Task item:
For each record below, give an exact transcription.

Task material:
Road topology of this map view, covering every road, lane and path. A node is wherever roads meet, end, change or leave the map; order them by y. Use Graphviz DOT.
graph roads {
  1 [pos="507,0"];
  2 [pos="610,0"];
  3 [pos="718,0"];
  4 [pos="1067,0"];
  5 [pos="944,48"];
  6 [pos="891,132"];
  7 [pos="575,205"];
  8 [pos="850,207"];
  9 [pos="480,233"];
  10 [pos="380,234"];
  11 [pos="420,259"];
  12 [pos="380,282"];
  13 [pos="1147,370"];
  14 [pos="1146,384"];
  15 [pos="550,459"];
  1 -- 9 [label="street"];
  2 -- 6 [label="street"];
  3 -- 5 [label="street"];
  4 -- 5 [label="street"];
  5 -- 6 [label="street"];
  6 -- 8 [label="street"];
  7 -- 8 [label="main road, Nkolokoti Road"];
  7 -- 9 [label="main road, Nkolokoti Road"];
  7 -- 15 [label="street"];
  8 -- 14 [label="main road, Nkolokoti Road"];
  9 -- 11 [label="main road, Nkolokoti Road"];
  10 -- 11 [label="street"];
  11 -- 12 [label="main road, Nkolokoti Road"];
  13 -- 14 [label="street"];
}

Result for this task:
Road topology of this map view, covering every road, lane and path. A node is wherever roads meet, end, change or leave the map; order them by y. Use Graphviz DOT.
graph roads {
  1 [pos="507,0"];
  2 [pos="610,0"];
  3 [pos="718,0"];
  4 [pos="1067,0"];
  5 [pos="944,48"];
  6 [pos="891,132"];
  7 [pos="575,205"];
  8 [pos="850,207"];
  9 [pos="480,233"];
  10 [pos="380,234"];
  11 [pos="420,259"];
  12 [pos="380,282"];
  13 [pos="1147,370"];
  14 [pos="1146,384"];
  15 [pos="550,459"];
  1 -- 9 [label="street"];
  2 -- 6 [label="street"];
  3 -- 5 [label="street"];
  4 -- 5 [label="street"];
  5 -- 6 [label="street"];
  6 -- 8 [label="street"];
  7 -- 8 [label="main road, Nkolokoti Road"];
  7 -- 9 [label="main road, Nkolokoti Road"];
  7 -- 15 [label="street"];
  8 -- 14 [label="main road, Nkolokoti Road"];
  9 -- 11 [label="main road, Nkolokoti Road"];
  10 -- 11 [label="street"];
  11 -- 12 [label="main road, Nkolokoti Road"];
  13 -- 14 [label="street"];
}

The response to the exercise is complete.